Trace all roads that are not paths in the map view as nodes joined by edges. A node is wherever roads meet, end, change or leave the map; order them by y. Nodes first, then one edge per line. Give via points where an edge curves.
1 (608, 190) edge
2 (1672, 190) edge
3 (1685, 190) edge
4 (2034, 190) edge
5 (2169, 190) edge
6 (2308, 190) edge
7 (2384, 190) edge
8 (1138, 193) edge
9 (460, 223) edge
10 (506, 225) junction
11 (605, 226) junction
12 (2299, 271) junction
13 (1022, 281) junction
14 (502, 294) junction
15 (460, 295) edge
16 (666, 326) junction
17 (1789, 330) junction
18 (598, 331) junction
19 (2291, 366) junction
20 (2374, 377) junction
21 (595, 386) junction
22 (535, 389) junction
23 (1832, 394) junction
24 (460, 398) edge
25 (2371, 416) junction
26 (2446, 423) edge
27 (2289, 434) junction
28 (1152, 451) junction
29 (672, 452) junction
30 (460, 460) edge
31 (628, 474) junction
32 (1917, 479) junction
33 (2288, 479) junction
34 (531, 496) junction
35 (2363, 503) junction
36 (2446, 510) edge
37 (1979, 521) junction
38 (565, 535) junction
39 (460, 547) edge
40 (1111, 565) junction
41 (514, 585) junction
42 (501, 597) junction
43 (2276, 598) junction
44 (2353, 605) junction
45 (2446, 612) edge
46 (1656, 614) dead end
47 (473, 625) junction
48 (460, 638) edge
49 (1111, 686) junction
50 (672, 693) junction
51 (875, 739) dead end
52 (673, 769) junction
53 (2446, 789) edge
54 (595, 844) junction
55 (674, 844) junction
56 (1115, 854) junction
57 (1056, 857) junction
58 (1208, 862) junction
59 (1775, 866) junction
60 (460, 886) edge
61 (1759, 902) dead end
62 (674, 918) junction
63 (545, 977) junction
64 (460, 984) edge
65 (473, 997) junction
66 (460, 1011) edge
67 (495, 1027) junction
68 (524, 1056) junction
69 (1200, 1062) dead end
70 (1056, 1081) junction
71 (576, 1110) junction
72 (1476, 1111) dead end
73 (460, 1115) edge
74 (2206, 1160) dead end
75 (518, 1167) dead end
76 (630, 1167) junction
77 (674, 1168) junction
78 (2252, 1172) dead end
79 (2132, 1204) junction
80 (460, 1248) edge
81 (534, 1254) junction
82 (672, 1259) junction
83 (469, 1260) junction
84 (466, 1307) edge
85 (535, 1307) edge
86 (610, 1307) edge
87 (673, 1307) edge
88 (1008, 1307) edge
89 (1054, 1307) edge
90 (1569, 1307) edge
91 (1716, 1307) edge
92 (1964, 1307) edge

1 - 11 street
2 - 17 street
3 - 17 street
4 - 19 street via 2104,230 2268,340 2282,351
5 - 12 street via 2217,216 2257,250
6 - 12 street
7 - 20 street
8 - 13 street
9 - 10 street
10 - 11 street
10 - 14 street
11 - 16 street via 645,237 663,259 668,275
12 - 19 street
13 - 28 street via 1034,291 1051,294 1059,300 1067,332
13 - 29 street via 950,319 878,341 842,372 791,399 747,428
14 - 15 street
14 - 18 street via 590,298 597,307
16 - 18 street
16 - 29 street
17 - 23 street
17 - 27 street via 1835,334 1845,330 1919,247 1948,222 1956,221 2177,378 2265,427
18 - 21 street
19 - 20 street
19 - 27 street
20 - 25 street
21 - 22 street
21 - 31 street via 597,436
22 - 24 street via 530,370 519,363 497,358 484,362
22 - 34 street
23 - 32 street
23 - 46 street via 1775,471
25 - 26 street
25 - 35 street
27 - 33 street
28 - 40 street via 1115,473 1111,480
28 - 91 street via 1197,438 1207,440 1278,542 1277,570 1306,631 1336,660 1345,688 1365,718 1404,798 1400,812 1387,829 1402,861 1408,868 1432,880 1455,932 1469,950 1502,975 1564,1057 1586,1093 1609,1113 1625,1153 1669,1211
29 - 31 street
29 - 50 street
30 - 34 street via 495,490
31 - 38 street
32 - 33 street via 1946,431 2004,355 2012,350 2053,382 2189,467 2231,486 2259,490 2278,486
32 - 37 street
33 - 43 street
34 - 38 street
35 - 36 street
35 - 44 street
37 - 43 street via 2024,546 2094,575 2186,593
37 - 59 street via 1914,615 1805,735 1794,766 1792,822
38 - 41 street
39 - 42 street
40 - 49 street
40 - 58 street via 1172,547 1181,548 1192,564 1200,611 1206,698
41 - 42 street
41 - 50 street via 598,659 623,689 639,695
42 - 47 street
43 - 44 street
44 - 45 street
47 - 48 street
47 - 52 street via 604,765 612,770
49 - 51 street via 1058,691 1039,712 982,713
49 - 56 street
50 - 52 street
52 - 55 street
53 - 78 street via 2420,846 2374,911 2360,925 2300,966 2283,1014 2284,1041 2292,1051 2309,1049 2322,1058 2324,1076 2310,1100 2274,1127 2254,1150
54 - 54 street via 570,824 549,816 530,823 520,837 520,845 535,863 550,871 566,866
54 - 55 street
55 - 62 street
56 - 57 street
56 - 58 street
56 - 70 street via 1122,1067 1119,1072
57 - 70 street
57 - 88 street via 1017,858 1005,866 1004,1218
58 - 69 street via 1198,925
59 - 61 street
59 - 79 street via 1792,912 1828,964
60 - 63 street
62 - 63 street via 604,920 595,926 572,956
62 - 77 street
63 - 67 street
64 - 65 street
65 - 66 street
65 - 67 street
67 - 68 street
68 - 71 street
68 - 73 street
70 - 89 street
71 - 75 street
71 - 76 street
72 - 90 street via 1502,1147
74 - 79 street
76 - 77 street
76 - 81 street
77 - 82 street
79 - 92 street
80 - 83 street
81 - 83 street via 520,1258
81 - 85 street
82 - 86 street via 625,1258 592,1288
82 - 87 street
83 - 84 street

## [Problem statement]
Copy down the whole of the data above, matching it exactly.

## [Solution to the exercise]
Trace all roads that are not paths in the map view as nodes joined by edges. A node is wherever roads meet, end, change or leave the map; order them by y. Nodes first, then one edge per line. Give via points where an edge curves.
1 (608, 190) edge
2 (1672, 190) edge
3 (1685, 190) edge
4 (2034, 190) edge
5 (2169, 190) edge
6 (2308, 190) edge
7 (2384, 190) edge
8 (1138, 193) edge
9 (460, 223) edge
10 (506, 225) junction
11 (605, 226) junction
12 (2299, 271) junction
13 (1022, 281) junction
14 (502, 294) junction
15 (460, 295) edge
16 (666, 326) junction
17 (1789, 330) junction
18 (598, 331) junction
19 (2291, 366) junction
20 (2374, 377) junction
21 (595, 386) junction
22 (535, 389) junction
23 (1832, 394) junction
24 (460, 398) edge
25 (2371, 416) junction
26 (2446, 423) edge
27 (2289, 434) junction
28 (1152, 451) junction
29 (672, 452) junction
30 (460, 460) edge
31 (628, 474) junction
32 (1917, 479) junction
33 (2288, 479) junction
34 (531, 496) junction
35 (2363, 503) junction
36 (2446, 510) edge
37 (1979, 521) junction
38 (565, 535) junction
39 (460, 547) edge
40 (1111, 565) junction
41 (514, 585) junction
42 (501, 597) junction
43 (2276, 598) junction
44 (2353, 605) junction
45 (2446, 612) edge
46 (1656, 614) dead end
47 (473, 625) junction
48 (460, 638) edge
49 (1111, 686) junction
50 (672, 693) junction
51 (875, 739) dead end
52 (673, 769) junction
53 (2446, 789) edge
54 (595, 844) junction
55 (674, 844) junction
56 (1115, 854) junction
57 (1056, 857) junction
58 (1208, 862) junction
59 (1775, 866) junction
60 (460, 886) edge
61 (1759, 902) dead end
62 (674, 918) junction
63 (545, 977) junction
64 (460, 984) edge
65 (473, 997) junction
66 (460, 1011) edge
67 (495, 1027) junction
68 (524, 1056) junction
69 (1200, 1062) dead end
70 (1056, 1081) junction
71 (576, 1110) junction
72 (1476, 1111) dead end
73 (460, 1115) edge
74 (2206, 1160) dead end
75 (518, 1167) dead end
76 (630, 1167) junction
77 (674, 1168) junction
78 (2252, 1172) dead end
79 (2132, 1204) junction
80 (460, 1248) edge
81 (534, 1254) junction
82 (672, 1259) junction
83 (469, 1260) junction
84 (466, 1307) edge
85 (535, 1307) edge
86 (610, 1307) edge
87 (673, 1307) edge
88 (1008, 1307) edge
89 (1054, 1307) edge
90 (1569, 1307) edge
91 (1716, 1307) edge
92 (1964, 1307) edge

1 - 11 street
2 - 17 street
3 - 17 street
4 - 19 street via 2104,230 2268,340 2282,351
5 - 12 street via 2217,216 2257,250
6 - 12 street
7 - 20 street
8 - 13 street
9 - 10 street
10 - 11 street
10 - 14 street
11 - 16 street via 645,237 663,259 668,275
12 - 19 street
13 - 28 street via 1034,291 1051,294 1059,300 1067,332
13 - 29 street via 950,319 878,341 842,372 791,399 747,428
14 - 15 street
14 - 18 street via 590,298 597,307
16 - 18 street
16 - 29 street
17 - 23 street
17 - 27 street via 1835,334 1845,330 1919,247 1948,222 1956,221 2177,378 2265,427
18 - 21 street
19 - 20 street
19 - 27 street
20 - 25 street
21 - 22 street
21 - 31 street via 597,436
22 - 24 street via 530,370 519,363 497,358 484,362
22 - 34 street
23 - 32 street
23 - 46 street via 1775,471
25 - 26 street
25 - 35 street
27 - 33 street
28 - 40 street via 1115,473 1111,480
28 - 91 street via 1197,438 1207,440 1278,542 1277,570 1306,631 1336,660 1345,688 1365,718 1404,798 1400,812 1387,829 1402,861 1408,868 1432,880 1455,932 1469,950 1502,975 1564,1057 1586,1093 1609,1113 1625,1153 1669,1211
29 - 31 street
29 - 50 street
30 - 34 street via 495,490
31 - 38 street
32 - 33 street via 1946,431 2004,355 2012,350 2053,382 2189,467 2231,486 2259,490 2278,486
32 - 37 street
33 - 43 street
34 - 38 street
35 - 36 street
35 - 44 street
37 - 43 street via 2024,546 2094,575 2186,593
37 - 59 street via 1914,615 1805,735 1794,766 1792,822
38 - 41 street
39 - 42 street
40 - 49 street
40 - 58 street via 1172,547 1181,548 1192,564 1200,611 1206,698
41 - 42 street
41 - 50 street via 598,659 623,689 639,695
42 - 47 street
43 - 44 street
44 - 45 street
47 - 48 street
47 - 52 street via 604,765 612,770
49 - 51 street via 1058,691 1039,712 982,713
49 - 56 street
50 - 52 street
52 - 55 street
53 - 78 street via 2420,846 2374,911 2360,925 2300,966 2283,1014 2284,1041 2292,1051 2309,1049 2322,1058 2324,1076 2310,1100 2274,1127 2254,1150
54 - 54 street via 570,824 549,816 530,823 520,837 520,845 535,863 550,871 566,866
54 - 55 street
55 - 62 street
56 - 57 street
56 - 58 street
56 - 70 street via 1122,1067 1119,1072
57 - 70 street
57 - 88 street via 1017,858 1005,866 1004,1218
58 - 69 street via 1198,925
59 - 61 street
59 - 79 street via 1792,912 1828,964
60 - 63 street
62 - 63 street via 604,920 595,926 572,956
62 - 77 street
63 - 67 street
64 - 65 street
65 - 66 street
65 - 67 street
67 - 68 street
68 - 71 street
68 - 73 street
70 - 89 street
71 - 75 street
71 - 76 street
72 - 90 street via 1502,1147
74 - 79 street
76 - 77 street
76 - 81 street
77 - 82 street
79 - 92 street
80 - 83 street
81 - 83 street via 520,1258
81 - 85 street
82 - 86 street via 625,1258 592,1288
82 - 87 street
83 - 84 street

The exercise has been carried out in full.